Collected data:
####

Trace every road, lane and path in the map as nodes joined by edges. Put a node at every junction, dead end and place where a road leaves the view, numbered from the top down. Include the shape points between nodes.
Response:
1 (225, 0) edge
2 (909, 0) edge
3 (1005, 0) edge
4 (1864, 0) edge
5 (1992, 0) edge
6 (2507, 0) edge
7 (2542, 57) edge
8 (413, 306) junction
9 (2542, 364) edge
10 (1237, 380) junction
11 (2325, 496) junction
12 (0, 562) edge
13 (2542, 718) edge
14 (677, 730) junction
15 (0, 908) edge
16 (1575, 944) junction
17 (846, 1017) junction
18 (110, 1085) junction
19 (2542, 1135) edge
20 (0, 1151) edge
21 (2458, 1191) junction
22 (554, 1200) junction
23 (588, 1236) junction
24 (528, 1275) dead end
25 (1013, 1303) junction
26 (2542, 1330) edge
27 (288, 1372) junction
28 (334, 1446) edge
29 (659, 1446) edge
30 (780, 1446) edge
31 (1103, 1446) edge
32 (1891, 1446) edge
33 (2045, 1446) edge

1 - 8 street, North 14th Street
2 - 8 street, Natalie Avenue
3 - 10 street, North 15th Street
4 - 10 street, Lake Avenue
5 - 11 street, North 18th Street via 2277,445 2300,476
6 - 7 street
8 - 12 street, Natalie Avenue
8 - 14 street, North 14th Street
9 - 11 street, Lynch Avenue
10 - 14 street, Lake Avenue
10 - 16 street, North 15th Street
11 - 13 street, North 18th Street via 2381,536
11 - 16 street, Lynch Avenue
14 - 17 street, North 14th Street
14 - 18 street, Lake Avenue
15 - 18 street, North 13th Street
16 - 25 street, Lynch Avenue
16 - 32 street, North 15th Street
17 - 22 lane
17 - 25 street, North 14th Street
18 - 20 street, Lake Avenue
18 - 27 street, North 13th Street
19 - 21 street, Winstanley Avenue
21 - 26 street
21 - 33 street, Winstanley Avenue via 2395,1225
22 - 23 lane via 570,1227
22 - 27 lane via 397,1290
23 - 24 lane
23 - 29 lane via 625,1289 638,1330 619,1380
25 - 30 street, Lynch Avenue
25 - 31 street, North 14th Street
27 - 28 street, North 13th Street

####

> _WHAT IS REQUIRED_: Work out how many lines of the records contain "Lynch", and reply with the number alone.

> _ANSWER TO THIS PROBLEM_: 4